Notes: ● Fully complying with Table 1; ∗ Partially complying with Table 1; ∘ Not complying with Table 1; A: actors’ coordination; S: stages’ coordination; (a) collaborative design process; (b) patient-centred implementation; (c) patient education and self-monitoring promotion; (d) multi-morbidity care; (e) dynamic trajectory of illness; (f) H2H vs 2HT; (g) coordination pivot; (h) shared decision-making culture; (i) stages vs actors’ coordination; (j) multidisciplinary core workforce; (k) supporting workforce; (l) coverage and/or reimbursement model; (m) B2B vs B2C; (n) ICTs and TM devices; (o) health data centre; (p) health indicators measurement; (q) clinical dashboards; (r) outcome measurements.
Most studies referred to, at least, 10 elements of integrated care implementation of RPM (n = 15), in full or partial compliance with Table 1. 12 studies reported a H2H service delivery model, associated to a stages’ coordination context. 11 studies complied with a B2B business model, 5 with a B2C and in 3 it was not sufficiently clear.
Four elements were present in all studies: patient education and self-monitoring promotion (13 for full, 6 for partial compliance), multidisciplinary core workforce (15 full, 4 partial), ICTs and TM devices (9 full, 10 partial), and health indicators measurement (13 full, 6 partial). Combining these four elements suggests the elementary design of an RPM intervention, based on a clinical team responsible for monitoring patients’ health status and educating them on correctly operating TM devices to carry out biomedical data collection.

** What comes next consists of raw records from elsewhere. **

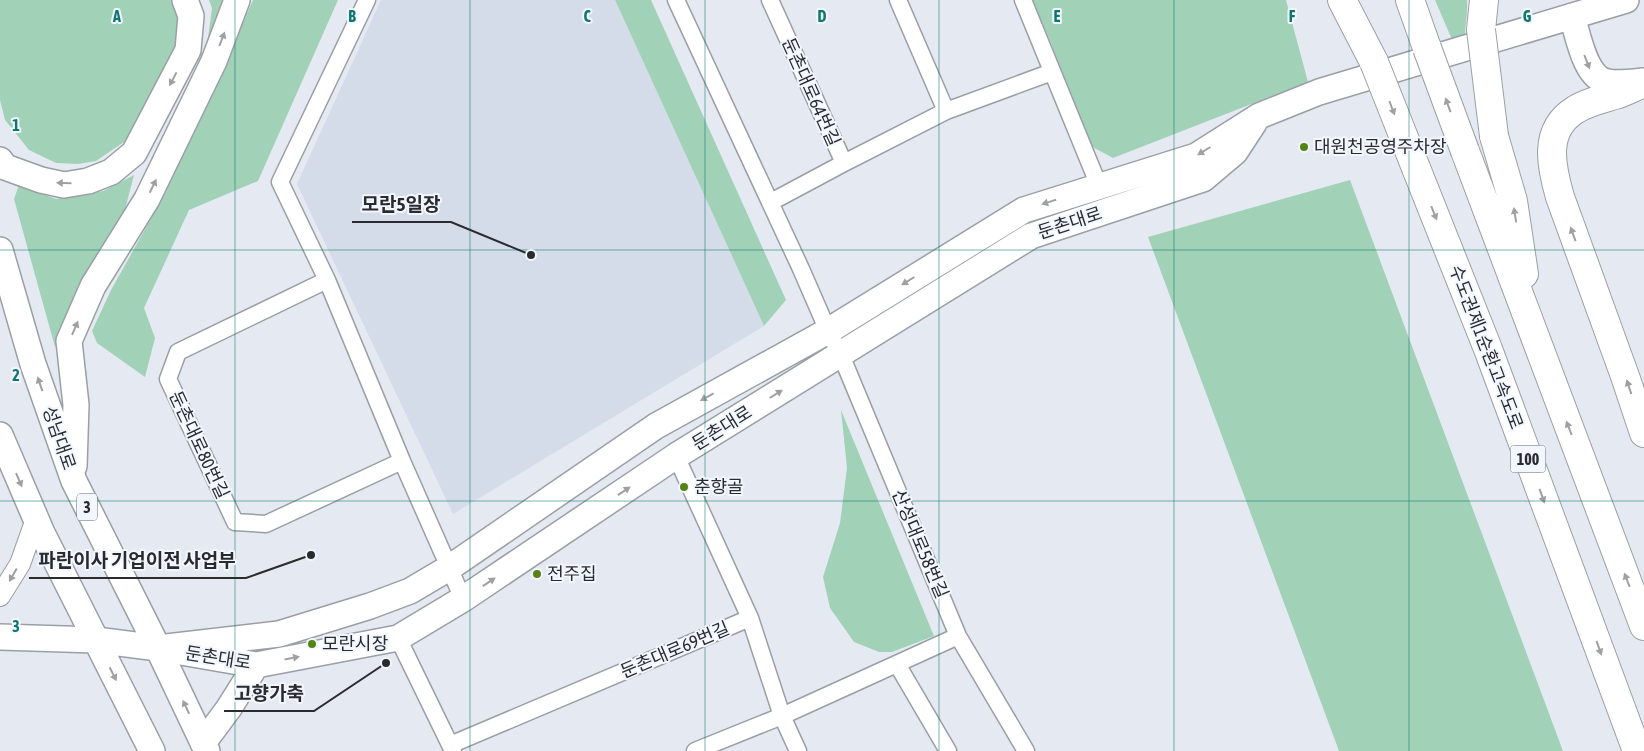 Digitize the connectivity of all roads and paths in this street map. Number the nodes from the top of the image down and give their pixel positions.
1 (185, 0) edge
2 (236, 0) edge
3 (368, 0) edge
4 (676, 0) edge
5 (770, 0) edge
6 (898, 0) edge
7 (1023, 0) edge
8 (1342, 0) edge
9 (1353, 0) edge
10 (1410, 0) edge
11 (1484, 0) edge
12 (1626, 0) edge
13 (1572, 16) junction
14 (1374, 62) junction
15 (1052, 72) junction
16 (1644, 82) edge
17 (946, 111) junction
18 (1260, 116) junction
19 (0, 160) edge
20 (844, 163) junction
21 (1099, 186) junction
22 (771, 202) junction
23 (0, 250) edge
24 (326, 280) junction
25 (828, 331) junction
26 (1533, 333) junction
27 (841, 355) junction
28 (1644, 433) edge
29 (0, 435) edge
30 (676, 456) junction
31 (402, 461) junction
32 (74, 481) junction
33 (36, 520) junction
34 (449, 568) junction
35 (0, 596) edge
36 (463, 599) junction
37 (750, 618) junction
38 (1644, 626) edge
39 (958, 636) junction
40 (0, 637) edge
41 (398, 638) junction
42 (96, 640) junction
43 (158, 648) junction
44 (897, 664) junction
45 (256, 665) junction
46 (782, 716) junction
47 (205, 747) edge
48 (452, 748) edge
49 (152, 751) edge
50 (695, 751) edge
51 (798, 751) edge
52 (948, 751) edge
53 (1026, 751) edge
54 (1637, 751) edge

1 -> 19 main road
32 -> 2 main road
3 - 24 street
4 - 22 street
5 - 20 street, 둔촌대로64번길
6 - 17 street
7 - 15 street
8 - 14 highway
9 - 14 highway, 수도권제1순환고속도로 / 100
26 -> 10 highway, bridge
26 -> 11 highway, bridge
12 - 13 main road
13 -> 16 main road
13 - 18 main road, 둔촌대로
14 -> 54 highway, 수도권제1순환고속도로 / 100, bridge
15 - 17 street
15 - 21 street
28 -> 16 highway
17 - 20 street
18 -> 21 main road, 둔촌대로
18 - 27 main road, 둔촌대로
20 - 22 street, 둔촌대로64번길
21 -> 25 main road, 둔촌대로
22 - 25 street
32 -> 23 main road, 성남대로 / 3
24 - 31 street
24 - 31 street, 둔촌대로80번길
25 - 27 street, 산성대로58번길
25 -> 34 main road, 둔촌대로
38 -> 26 highway
30 -> 27 main road, 둔촌대로
27 - 39 street, 산성대로58번길
29 -> 33 main road
36 -> 30 main road, 둔촌대로
30 - 37 street, 둔촌대로69번길
31 - 34 street
32 - 43 main road, 성남대로 / 3
33 -> 35 street
33 - 42 main road
34 - 36 street
34 - 43 main road, 둔촌대로
36 - 41 main road, 둔촌대로
37 - 46 street, 둔촌대로69번길
37 - 48 street, 둔촌대로69번길
39 - 44 street
39 - 53 street, 산성대로58번길
40 - 42 main road, 둔촌대로
45 -> 41 main road, 둔촌대로
41 - 48 street
42 - 43 main road, 둔촌대로
42 -> 49 main road
43 - 45 main road, 둔촌대로
47 -> 43 main road, 성남대로 / 3
44 - 46 street
44 - 52 street
45 - 47 main road
46 - 50 street
46 - 51 street, 둔촌대로69번길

Patient-centred implementation (n = 17), coordination pivot (n = 16), and outcome measurements (n = 16) are also present in most studies. Adding these three elements to the previous four allows us to outline a design that meets Leijten et al26 definition of integrated care (ie, structured efforts to provide coordinated, proactive, person-centred, multidisciplinary and collaborative care, with transversal performance monitoring). Elements such as collaborative design process (n = 4), multi-morbidity care (n = 7), supporting workforce (n = 7), and coverage and/or reimbursement model (n = 8) were present in less than half of the studies, and, when present, mostly were only partially complying with Table 1. Although constituting value-added contributions to the design of interventions, the presence of these elements was not fundamental to consider these initiatives as integrated care implementations of RPM.
Figure 2 summarizes the results of the scoping review, organizing the structural elements identified in Table 1 according to a three-tier model for implementing an RPM-based integrated care initiative, informed by the results of the assessment of real-life initiatives (presented in Table 2) – (1) elementary design of an RPM intervention, (2) key integrated care delivery elements, and (3) added-value elements.
Throughout this scoping review, scientific literature published on conceptual models, and real-life initiatives of RPM integrated care implementation was examined, allowing a thorough identification and assessment of key concepts addressed in this field over the past decade. Included studies comprise a broad diversity of diseases, conditions or target populations (16 different, mostly cardiovascular and/or chronic conditions), as well as a wide geographic dispersion (studies cover 10 different European and North American nations), representing a relevant sample regarding the clinical, cultural, and economic contexts of intervention.
Applying the SELFIE framework26 as a schema for appraisal of included studies ensured the assessment of the main structural components of integrated care delivery. While this framework was developed specifically for the context of multi-morbidity and most RPM initiatives focus on a target condition, we consider that RPM requires an integrated care delivery that should encompass altogether the global health context of the patient ie, associated comorbidities, nutrition and mental care, and social environment, making this framework more suitable for our study’s context (in comparison to other general integrated care models).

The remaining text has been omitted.